What you have to do ::
Every line in the records below between the one holding "index dip: (846, 389)" and the one holding "index pip: (1334, 957)", inclusive, is to be set down exactly; all other lines are to be left out.

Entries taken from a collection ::
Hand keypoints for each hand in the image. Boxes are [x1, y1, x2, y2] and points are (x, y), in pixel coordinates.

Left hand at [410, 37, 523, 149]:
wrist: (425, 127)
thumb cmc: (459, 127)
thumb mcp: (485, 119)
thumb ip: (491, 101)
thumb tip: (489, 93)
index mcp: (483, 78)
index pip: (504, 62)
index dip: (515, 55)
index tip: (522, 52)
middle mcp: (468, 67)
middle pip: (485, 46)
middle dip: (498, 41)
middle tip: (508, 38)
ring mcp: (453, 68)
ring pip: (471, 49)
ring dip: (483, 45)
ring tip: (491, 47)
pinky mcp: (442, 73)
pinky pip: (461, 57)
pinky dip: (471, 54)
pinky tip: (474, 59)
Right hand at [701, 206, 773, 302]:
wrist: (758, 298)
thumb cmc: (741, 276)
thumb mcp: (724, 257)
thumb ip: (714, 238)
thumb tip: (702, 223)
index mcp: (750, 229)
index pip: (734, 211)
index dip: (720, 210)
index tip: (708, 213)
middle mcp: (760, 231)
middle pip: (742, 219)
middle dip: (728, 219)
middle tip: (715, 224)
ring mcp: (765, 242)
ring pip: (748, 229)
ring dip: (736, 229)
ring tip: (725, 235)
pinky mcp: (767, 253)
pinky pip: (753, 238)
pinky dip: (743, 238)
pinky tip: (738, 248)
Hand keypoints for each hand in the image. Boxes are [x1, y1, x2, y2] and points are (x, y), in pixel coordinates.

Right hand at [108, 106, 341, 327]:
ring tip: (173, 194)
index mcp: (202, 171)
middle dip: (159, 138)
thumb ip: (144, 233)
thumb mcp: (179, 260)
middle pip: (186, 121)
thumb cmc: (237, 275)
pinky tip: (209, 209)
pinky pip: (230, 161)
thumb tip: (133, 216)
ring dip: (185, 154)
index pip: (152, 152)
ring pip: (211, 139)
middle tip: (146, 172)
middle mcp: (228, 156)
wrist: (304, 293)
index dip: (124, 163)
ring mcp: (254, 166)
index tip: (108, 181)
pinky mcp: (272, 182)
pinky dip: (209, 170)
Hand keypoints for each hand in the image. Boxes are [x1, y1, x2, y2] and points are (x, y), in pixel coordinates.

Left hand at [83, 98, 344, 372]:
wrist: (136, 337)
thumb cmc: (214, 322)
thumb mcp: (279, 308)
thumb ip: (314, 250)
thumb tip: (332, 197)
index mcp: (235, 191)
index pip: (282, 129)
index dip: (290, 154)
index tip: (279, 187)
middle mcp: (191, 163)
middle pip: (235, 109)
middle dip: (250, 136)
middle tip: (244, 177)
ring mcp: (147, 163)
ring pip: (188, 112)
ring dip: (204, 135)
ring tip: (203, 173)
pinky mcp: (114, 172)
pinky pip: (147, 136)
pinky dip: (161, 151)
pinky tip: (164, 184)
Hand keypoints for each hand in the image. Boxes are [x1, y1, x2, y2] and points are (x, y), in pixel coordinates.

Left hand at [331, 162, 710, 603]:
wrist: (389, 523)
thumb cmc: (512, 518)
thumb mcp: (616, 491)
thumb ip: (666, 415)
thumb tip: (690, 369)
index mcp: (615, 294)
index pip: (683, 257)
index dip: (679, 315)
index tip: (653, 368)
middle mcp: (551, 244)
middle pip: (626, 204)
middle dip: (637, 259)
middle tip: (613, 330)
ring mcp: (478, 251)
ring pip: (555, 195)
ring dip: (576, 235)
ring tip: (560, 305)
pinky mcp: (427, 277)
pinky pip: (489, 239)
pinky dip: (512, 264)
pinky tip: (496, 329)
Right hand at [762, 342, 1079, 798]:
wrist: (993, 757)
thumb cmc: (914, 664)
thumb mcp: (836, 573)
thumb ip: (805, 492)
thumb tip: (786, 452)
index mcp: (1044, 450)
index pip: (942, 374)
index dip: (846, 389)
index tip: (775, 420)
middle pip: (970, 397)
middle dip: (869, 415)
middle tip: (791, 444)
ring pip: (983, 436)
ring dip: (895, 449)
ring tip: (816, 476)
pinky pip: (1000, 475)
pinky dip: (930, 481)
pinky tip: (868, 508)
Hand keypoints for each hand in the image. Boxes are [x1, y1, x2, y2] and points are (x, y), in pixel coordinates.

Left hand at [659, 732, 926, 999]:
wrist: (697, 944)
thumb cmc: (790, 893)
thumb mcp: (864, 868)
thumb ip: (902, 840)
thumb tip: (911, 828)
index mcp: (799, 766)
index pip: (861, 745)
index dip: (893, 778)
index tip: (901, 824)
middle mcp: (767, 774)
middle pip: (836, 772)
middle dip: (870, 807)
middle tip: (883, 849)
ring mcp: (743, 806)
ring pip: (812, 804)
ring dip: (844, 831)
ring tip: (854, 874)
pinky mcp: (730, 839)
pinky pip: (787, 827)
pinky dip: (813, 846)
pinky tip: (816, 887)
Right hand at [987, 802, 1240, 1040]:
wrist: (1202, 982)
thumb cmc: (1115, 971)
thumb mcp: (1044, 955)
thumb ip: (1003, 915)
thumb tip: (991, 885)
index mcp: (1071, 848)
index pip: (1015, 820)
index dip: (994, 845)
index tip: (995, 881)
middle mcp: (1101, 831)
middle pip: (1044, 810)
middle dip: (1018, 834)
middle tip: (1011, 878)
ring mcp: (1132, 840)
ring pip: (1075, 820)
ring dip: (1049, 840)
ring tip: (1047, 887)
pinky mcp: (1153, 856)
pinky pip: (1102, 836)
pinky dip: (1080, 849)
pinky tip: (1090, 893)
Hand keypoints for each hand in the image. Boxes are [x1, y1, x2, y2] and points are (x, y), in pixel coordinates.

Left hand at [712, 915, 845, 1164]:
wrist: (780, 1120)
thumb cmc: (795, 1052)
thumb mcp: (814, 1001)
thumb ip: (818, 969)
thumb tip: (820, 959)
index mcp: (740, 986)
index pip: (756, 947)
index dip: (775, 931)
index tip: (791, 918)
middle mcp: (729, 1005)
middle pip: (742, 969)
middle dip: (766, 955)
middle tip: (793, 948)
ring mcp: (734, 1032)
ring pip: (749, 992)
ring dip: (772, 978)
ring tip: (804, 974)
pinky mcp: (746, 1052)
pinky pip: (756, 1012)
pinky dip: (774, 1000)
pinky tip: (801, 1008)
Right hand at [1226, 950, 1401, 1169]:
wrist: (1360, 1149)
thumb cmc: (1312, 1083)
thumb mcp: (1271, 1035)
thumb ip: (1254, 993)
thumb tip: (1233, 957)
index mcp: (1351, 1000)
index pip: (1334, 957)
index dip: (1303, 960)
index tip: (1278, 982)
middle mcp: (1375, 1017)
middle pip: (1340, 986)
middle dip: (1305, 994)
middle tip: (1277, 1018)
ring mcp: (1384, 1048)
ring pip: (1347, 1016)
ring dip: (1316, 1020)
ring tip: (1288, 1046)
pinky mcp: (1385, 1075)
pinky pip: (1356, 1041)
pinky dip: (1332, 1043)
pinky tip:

Exercise result ::
index dip: (846, 389)
index tip: (775, 420)
middle pip: (970, 397)
middle dip: (869, 415)
middle tip: (791, 444)
ring pip: (983, 436)
ring dip: (895, 449)
ring tip: (816, 476)
pinky pip: (1000, 475)
pinky dip: (930, 481)
pinky tip: (868, 508)
Hand keypoints for each hand in the image. Boxes are [x1, y1, x2, y2] and points are (x, y), in pixel coordinates.

Left hand at [659, 732, 926, 999]:
wrist: (697, 944)
thumb cmc: (790, 893)
thumb mcp: (864, 868)
thumb ip: (902, 840)
thumb tip: (911, 828)
index mcp: (799, 766)
index pip: (861, 745)
index dip: (893, 778)
index tip: (901, 824)
middle mcp: (767, 774)
middle pip: (836, 772)
middle dip: (870, 807)
middle tip: (883, 849)
ring mcp: (743, 806)
ring pip: (812, 804)
ring dip: (844, 831)
ring tip: (854, 874)
pinky mcp: (730, 839)
pinky pip: (787, 827)
pinky dip: (813, 846)
pinky tip: (816, 887)
Right hand at [987, 802, 1240, 1040]:
wrist: (1202, 982)
thumb cmc: (1115, 971)
thumb mcp: (1044, 955)
thumb ip: (1003, 915)
thumb tip: (991, 885)
index mcp: (1071, 848)
index pip: (1015, 820)
index dip: (994, 845)
index tip: (995, 881)
middle mcp: (1101, 831)
middle pip: (1044, 810)
middle dip: (1018, 834)
middle tip: (1011, 878)
ring mcp: (1132, 840)
ring pip: (1075, 820)
ring dip: (1049, 840)
ring tip: (1047, 887)
pinky mcp: (1153, 856)
pinky pip: (1102, 836)
pinky dip: (1080, 849)
pinky tip: (1090, 893)
Hand keypoints for each hand in the image. Boxes are [x1, y1, x2, y2] and points are (x, y), in pixel coordinates.

Left hand at [712, 915, 845, 1164]:
wrist: (780, 1120)
thumb cmc: (795, 1052)
thumb mcp: (814, 1001)
thumb ip: (818, 969)
thumb tip: (820, 959)
index mcp: (740, 986)
index pip: (756, 947)
index dip: (775, 931)
index tip: (791, 918)
middle mcp: (729, 1005)
middle pip: (742, 969)
middle dip: (766, 955)
middle tip: (793, 948)
ring mcp: (734, 1032)
ring pip: (749, 992)
ring dip: (772, 978)
ring tip: (804, 974)
pinky mcp: (746, 1052)
pinky pip: (756, 1012)
pinky dip: (774, 1000)
pinky tip: (801, 1008)
Right hand at [1226, 950, 1401, 1169]:
wrist: (1360, 1149)
thumb cmc: (1312, 1083)
thumb mcp: (1271, 1035)
thumb ip: (1254, 993)
thumb tip: (1233, 957)
index mcp: (1351, 1000)
index pip: (1334, 957)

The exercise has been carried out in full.